Willenberg spent about a month in Miami with his family when Treblinka’s Last Witness debuted in October 2014. Every year, Willenberg would visit the site of Treblinka.
“I learned that he goes there every year, including last year in August 2015,” Tomlinson said. “He takes parties of Israeli school students there, where he tells his story.”
In 2010, Willenberg told The Associated Press that “the world cannot forget Treblinka. I live two lives: one is here and now, and the other is what happened there. It never leaves me. It stays in my head. It goes with me always.”
After the war Willenberg moved to Israel and became a surveyor for the Housing Ministry. Later in life, he took up sculpting to describe his experiences. His bronze statues depicted Jews standing on a train platform, a father removing his son’s shoes before entering the gas chambers, a young girl having her head shaved, and prisoners removing bodies.

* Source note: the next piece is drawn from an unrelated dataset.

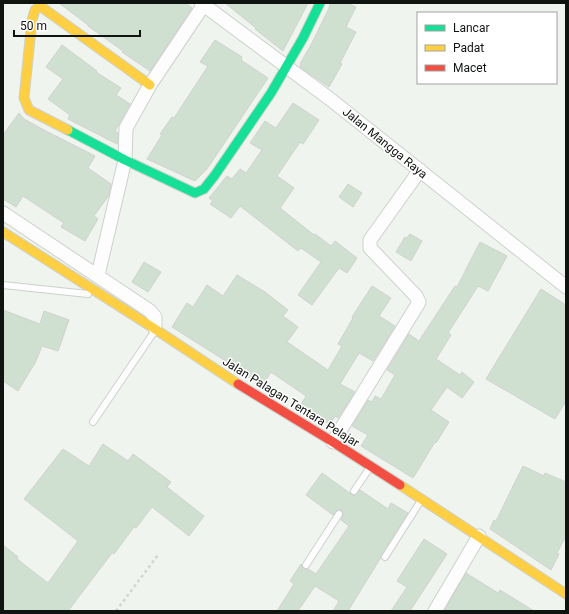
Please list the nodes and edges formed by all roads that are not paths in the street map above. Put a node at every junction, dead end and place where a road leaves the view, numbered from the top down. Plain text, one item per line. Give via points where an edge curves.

The death toll at Treblinka was second only to Auschwitz — a prison camp where more than a million people died in gas chambers or from starvation, disease and forced labor. Treblinka holds a notorious place in history as perhaps the most vivid example of the “Final Solution,” the Nazi plan to exterminate Europe’s Jews. Unlike at other camps, where some Jews were assigned to forced labor before being killed, nearly all Jews brought to Treblinka were immediately gassed to death, according to The AP.
Willenberg is survived by his wife, Ada, his daughter and three grandchildren.
Tomlinson said Willenberg’s wife told him that she was there when he “died peacefully” and “closed his beautiful blue eyes for the last time.”
Treblinka’s Last Witness will be rebroadcast at 9 p.m Tuesday on WLRN.